= Beginning of Section =

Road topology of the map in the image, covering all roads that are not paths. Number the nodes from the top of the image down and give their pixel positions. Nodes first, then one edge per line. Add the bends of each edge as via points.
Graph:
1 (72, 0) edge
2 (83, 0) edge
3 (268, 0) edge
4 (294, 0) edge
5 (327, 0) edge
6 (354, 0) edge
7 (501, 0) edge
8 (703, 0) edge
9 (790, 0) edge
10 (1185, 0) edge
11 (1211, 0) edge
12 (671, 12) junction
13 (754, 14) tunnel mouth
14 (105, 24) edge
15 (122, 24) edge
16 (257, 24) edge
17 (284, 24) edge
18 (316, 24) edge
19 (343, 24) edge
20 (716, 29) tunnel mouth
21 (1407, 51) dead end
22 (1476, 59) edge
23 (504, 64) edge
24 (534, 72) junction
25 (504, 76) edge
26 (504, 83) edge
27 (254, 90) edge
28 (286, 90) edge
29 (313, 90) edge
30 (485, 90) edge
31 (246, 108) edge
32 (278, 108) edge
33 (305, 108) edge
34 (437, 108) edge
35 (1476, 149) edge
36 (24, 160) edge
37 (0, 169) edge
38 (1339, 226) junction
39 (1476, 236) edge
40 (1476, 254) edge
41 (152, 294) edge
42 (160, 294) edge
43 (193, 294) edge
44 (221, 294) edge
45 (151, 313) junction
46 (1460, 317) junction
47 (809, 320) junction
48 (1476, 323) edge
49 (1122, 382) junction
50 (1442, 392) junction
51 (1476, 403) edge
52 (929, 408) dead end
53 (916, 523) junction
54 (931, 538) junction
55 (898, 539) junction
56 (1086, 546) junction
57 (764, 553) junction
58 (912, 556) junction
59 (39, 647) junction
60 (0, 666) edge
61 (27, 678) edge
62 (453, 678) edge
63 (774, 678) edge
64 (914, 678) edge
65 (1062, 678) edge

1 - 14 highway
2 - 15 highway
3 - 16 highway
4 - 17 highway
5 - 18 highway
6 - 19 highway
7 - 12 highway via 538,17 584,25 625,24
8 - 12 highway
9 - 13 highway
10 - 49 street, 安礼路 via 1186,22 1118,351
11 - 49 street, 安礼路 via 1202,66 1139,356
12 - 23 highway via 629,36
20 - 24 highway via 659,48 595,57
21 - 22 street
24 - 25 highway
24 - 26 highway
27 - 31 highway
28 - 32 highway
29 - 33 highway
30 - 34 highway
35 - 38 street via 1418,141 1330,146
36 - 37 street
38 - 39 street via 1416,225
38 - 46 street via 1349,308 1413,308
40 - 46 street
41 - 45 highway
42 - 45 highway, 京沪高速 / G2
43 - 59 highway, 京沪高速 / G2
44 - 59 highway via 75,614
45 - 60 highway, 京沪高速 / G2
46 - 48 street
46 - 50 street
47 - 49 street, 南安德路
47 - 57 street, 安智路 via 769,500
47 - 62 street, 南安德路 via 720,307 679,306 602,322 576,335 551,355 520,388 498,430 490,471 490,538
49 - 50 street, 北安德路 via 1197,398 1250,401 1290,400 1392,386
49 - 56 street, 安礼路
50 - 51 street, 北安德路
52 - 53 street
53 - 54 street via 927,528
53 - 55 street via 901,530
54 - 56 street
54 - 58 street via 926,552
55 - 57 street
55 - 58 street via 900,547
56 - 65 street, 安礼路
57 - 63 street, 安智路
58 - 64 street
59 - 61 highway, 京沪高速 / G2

= End of Section =

Activity: Look over the listing. Pull out every line with the string "mouth" in it.

Result:
13 (754, 14) tunnel mouth
20 (716, 29) tunnel mouth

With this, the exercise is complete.